WH sent me a text in late May, after streaming this album in an early preview. “No surprise, but Black Hours is great.” No surprise, because Leithauser is the heart of one of the best bands of the last decade and my pick for best live band during that same stretch. Leithauser’s classic crooner mystique, previously an integral part of the Walkmen wanderlust, is showcased under smoky lounge spotlights, rattling ice cubes in whiskey glasses. Less wandering; more lusting. I was pissed when he canceled his show at The Chapel back in May in favor of touring as support for Ray LaMontagne. But after hearing the album (and securing tickets to his return trip in August), all is forgiven.
I Never Learn
Forget what I said about Australia. Sweden is still my Sweden, and I’ll Never Learn is not only the best thing, thus far, to issue from that Nordic wonderland in 2014, but also the best Lykke Li album yet. Lagom est bast may be the prevailing sentiment for much of the country, but the Queen of Swedish Pop (sorry, Robyn) has never been one to rest on her laurels. Each successive album has been more intense and more beautiful than the last. Maybe this one hits home more than the prior two, as well. Starting over is good for the soul, so long as it is devoid of apathy or confusion, resentment and anger. There’s a certain comfort to knowing that “never learning” is universal, and the desire to feel and experience never really fades.
I saw these local boys on the rooftop of a South of Market tech company in February, not long after I started looping their new album on constant repeat. The Hollies-esque harmonies filtered through SF-psych pop seemed perfectly placed among the newly shining concrete canyons of old San Francisco. There’s room for fresh echoes in this town, and just like 174-square foot apartments and pour-over coffee bars extending horizontally in all directions, redundancies and reverberations abound.
Stars & Letters
The nod here goes to the single-disc edition: an incredible package of electrodrone grooves from New Zealand’s Nick Harte. The full version of this album is a sprawling, 35-track affair and, let’s face it, not even The Clash could successfully pull off a triple album. But the eleven tracks on the vinyl (two of which aren’t even available in the 35-track digital version) are the best of the bunch. The songs were crafted as “self-therapy” during Harte’s efforts at dealing with the aftermath of the 2011 Christchurch earthquake, but the result is beautifully therapeutic for anyone listening, and anyone gazing up from one’s shoes out towards the horizon.

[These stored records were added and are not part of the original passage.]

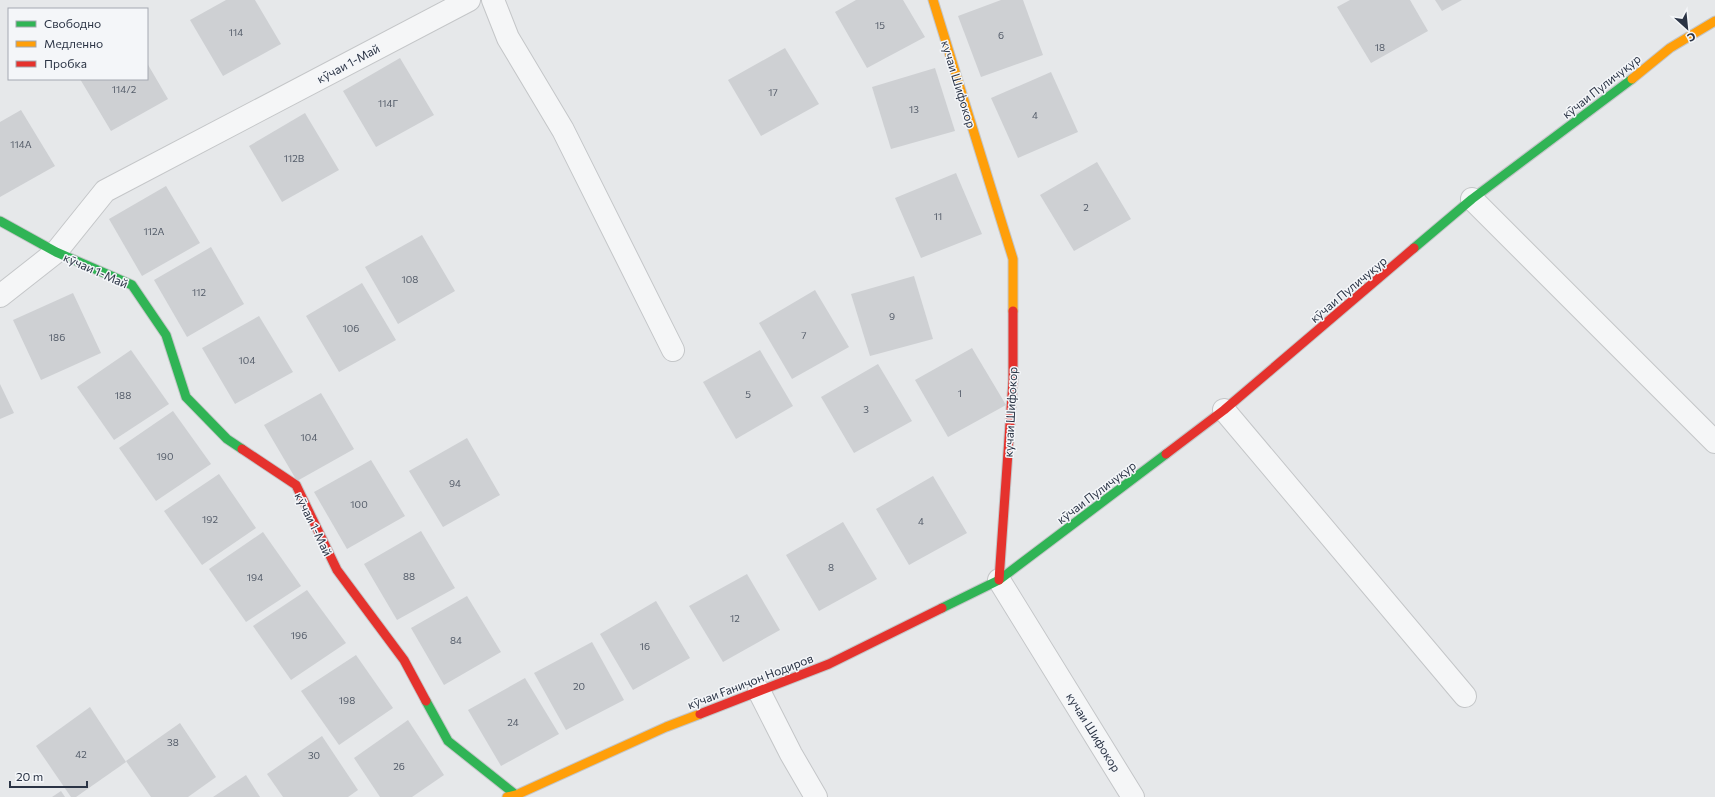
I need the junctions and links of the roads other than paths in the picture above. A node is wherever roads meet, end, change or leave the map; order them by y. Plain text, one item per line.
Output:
1 (469, 0) edge
2 (493, 0) edge
3 (933, 0) edge
4 (1715, 21) edge
5 (1472, 199) junction
6 (0, 221) edge
7 (56, 252) junction
8 (0, 296) edge
9 (673, 350) dead end
10 (1224, 410) junction
11 (1715, 442) edge
12 (999, 580) junction
13 (759, 691) junction
14 (1465, 696) dead end
15 (513, 796) edge
16 (816, 797) edge
17 (1133, 797) edge

1 - 7 street, кӯчаи 1-Май
2 - 9 street
3 - 12 street, кучаи Шифокор
4 - 5 street, кӯчаи Пуличуқур
5 - 10 street, кӯчаи Пуличуқур
5 - 11 street
6 - 7 street, кӯчаи 1-Май
7 - 8 street, кӯчаи 1-Май
7 - 15 street, кӯчаи 1-Май
10 - 12 street, кӯчаи Пуличуқур
10 - 14 street
12 - 13 street, кӯчаи Ғаниҷон Нодиров
12 - 17 street, кучаи Шифокор
13 - 15 street, кӯчаи Ғаниҷон Нодиров
13 - 16 street

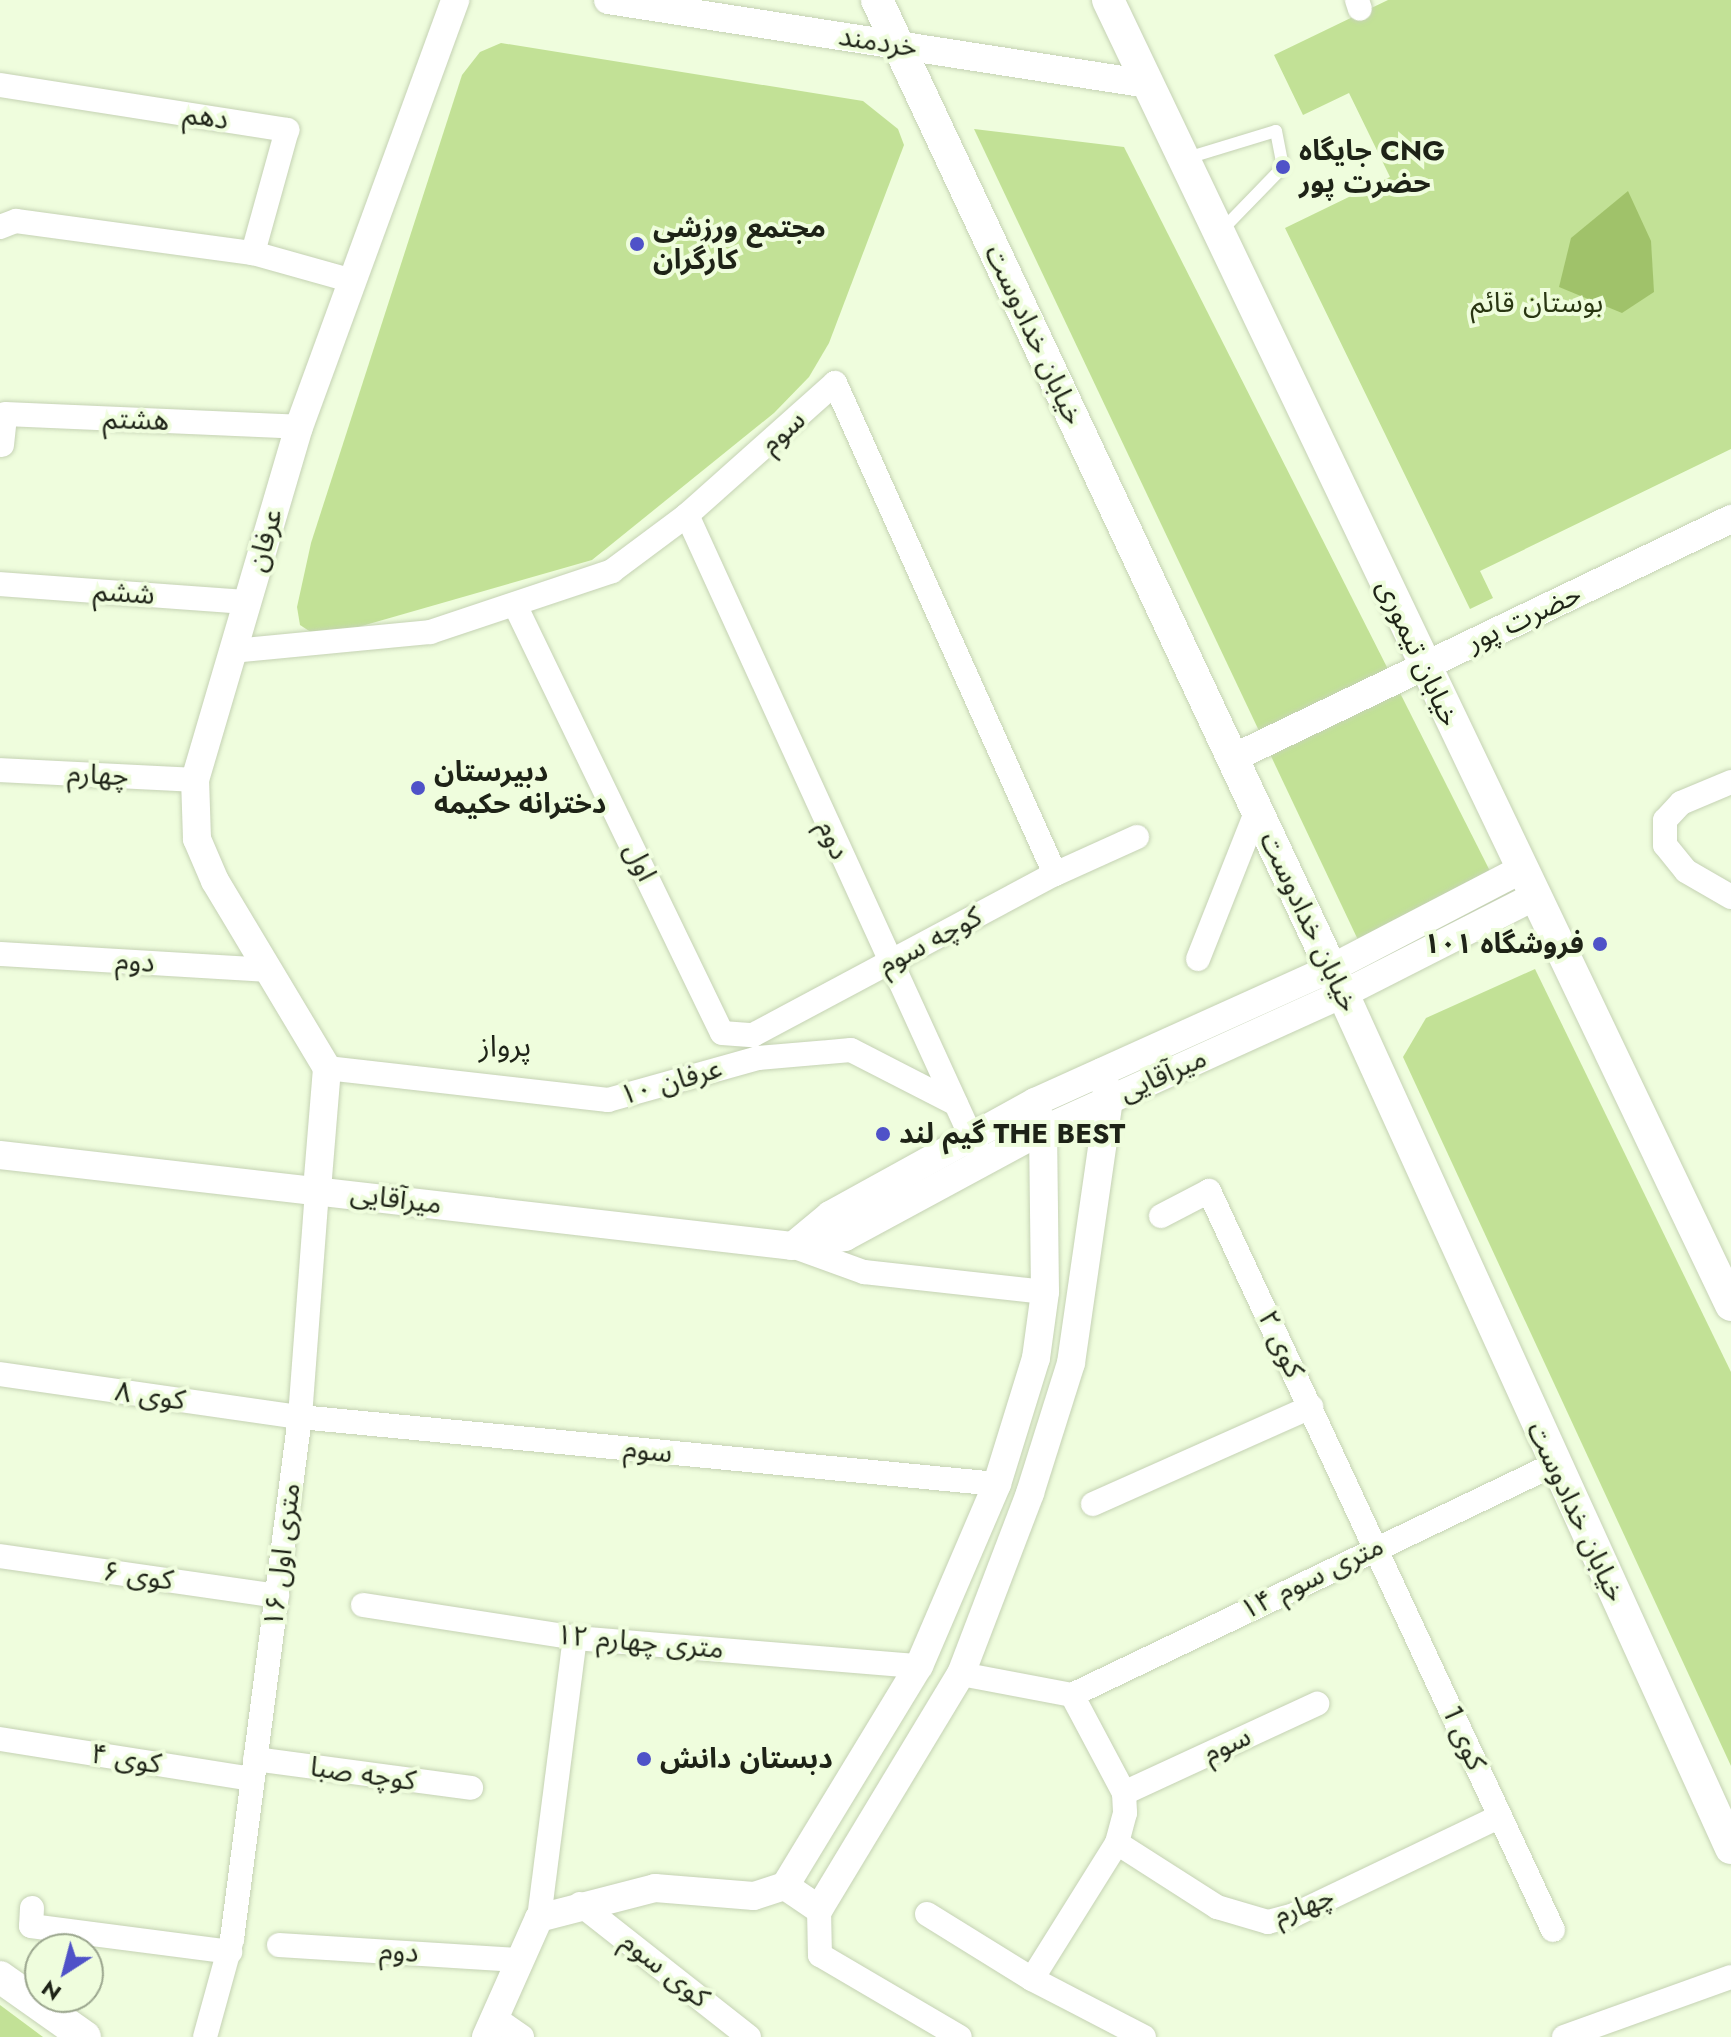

This precious EP from Brooklyn’s Henry Crawford is one of the most personal and emotional records I’ve heard in a while. It reminds of the Conor Oberst forays into electronic music following Lifted. In a digital age, it has become increasingly more important to be as human as possible, and Bright Eyes’ Digital Ash still resonates with me more than ten years later. More than set expectations on the longevity of this Small Wonder EP, I look forward to a full-length in the near future.
My favorite album of 2014 so far. Amelia Meath and Nick Sanborn are the slickest electropop duo since Ben Gibbard and Jimmy Tamborello. Every track on this debut LP can move a dancefloor or kickoff a singalong. And, yes, RF, the self-referential namedrops exist and they are awesome.
Apparently a “French exit” is an abrupt, unannounced departure. Didn’t know that. I do know that of all the French exits in my life — both the ones I’ve given and those I’ve received — haven’t been nearly as much fun as this dreamy sample-riddled pop gem from LA’s TV Girl.